*** Provided material ***

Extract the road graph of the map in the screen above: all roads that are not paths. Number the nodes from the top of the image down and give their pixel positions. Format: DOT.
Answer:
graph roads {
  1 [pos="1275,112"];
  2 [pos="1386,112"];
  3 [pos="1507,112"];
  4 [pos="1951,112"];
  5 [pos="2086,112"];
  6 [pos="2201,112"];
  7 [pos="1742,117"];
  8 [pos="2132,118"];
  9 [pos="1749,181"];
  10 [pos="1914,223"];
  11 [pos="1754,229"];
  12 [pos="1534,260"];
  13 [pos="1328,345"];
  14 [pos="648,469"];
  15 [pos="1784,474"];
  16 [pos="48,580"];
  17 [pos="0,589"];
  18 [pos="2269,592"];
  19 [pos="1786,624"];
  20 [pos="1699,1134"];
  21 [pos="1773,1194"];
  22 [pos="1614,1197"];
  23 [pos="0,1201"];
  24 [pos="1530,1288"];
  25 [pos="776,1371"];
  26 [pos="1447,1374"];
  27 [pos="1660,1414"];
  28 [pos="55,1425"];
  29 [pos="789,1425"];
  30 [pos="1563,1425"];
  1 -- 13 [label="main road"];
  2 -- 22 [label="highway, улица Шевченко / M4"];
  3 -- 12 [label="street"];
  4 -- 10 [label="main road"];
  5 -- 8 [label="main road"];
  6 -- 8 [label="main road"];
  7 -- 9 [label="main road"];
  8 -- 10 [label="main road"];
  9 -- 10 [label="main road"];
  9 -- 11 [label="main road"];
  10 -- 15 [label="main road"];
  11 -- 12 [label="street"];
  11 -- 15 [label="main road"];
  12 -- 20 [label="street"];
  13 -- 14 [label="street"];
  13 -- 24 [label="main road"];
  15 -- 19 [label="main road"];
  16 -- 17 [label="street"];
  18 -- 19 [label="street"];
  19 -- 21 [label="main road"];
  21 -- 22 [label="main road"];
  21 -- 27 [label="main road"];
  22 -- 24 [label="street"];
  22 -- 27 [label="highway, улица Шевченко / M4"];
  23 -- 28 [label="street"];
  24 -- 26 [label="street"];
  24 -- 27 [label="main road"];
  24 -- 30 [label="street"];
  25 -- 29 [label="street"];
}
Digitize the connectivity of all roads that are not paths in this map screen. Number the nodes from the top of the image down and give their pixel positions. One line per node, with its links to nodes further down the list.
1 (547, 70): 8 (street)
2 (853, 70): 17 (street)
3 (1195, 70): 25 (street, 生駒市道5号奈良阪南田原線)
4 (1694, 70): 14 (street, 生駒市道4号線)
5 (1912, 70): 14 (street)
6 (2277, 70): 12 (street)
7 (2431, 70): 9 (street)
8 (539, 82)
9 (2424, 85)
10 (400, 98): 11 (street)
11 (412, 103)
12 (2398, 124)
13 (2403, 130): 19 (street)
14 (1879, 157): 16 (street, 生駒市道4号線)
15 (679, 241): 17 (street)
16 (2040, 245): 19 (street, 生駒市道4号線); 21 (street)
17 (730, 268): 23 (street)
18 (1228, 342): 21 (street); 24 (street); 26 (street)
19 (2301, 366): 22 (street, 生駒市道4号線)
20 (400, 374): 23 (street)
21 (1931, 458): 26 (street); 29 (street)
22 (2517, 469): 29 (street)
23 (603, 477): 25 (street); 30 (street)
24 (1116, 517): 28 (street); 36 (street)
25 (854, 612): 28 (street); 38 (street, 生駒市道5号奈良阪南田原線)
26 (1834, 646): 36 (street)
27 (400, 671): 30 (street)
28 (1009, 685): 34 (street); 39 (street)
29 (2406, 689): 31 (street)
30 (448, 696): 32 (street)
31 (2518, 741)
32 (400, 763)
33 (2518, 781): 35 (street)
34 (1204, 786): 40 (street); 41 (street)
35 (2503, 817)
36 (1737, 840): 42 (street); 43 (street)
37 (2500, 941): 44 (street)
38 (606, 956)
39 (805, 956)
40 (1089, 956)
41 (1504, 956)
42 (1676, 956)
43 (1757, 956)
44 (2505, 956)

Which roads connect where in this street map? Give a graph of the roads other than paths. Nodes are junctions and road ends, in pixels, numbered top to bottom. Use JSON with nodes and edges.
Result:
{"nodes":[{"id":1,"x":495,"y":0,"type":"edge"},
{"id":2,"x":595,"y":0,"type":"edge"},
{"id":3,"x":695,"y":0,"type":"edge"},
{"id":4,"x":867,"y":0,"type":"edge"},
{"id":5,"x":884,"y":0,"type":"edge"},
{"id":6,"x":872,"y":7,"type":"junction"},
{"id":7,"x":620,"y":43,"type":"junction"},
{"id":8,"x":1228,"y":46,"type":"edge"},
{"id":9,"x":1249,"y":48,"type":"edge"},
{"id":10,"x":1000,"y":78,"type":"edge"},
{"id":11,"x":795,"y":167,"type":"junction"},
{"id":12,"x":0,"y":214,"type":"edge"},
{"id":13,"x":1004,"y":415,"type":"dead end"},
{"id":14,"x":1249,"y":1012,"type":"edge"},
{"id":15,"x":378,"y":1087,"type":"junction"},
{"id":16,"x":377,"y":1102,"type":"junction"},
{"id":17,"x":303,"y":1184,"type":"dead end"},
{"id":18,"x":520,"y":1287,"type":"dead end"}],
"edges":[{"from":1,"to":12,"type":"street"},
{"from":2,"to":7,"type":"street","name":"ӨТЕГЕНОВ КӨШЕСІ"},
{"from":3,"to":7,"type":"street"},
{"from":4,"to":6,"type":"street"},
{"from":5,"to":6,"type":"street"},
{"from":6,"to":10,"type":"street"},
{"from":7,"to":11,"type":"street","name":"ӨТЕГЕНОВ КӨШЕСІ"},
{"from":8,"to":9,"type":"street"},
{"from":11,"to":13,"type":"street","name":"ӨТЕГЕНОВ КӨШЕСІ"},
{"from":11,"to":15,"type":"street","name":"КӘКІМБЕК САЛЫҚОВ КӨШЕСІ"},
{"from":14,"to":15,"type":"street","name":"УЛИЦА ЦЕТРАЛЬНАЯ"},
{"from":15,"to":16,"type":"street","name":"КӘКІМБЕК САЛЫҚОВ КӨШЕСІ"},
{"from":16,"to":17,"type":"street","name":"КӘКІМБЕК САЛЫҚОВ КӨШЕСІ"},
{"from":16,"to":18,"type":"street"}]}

***

## Exercise
All lines of the records containing "graph" should be shown.

## Output
Extract the road graph of the map in the screen above: all roads that are not paths. Number the nodes from the top of the image down and give their pixel positions. Format: DOT.
graph roads {
Which roads connect where in this street map? Give a graph of the roads other than paths. Nodes are junctions and road ends, in pixels, numbered top to bottom. Use JSON with nodes and edges.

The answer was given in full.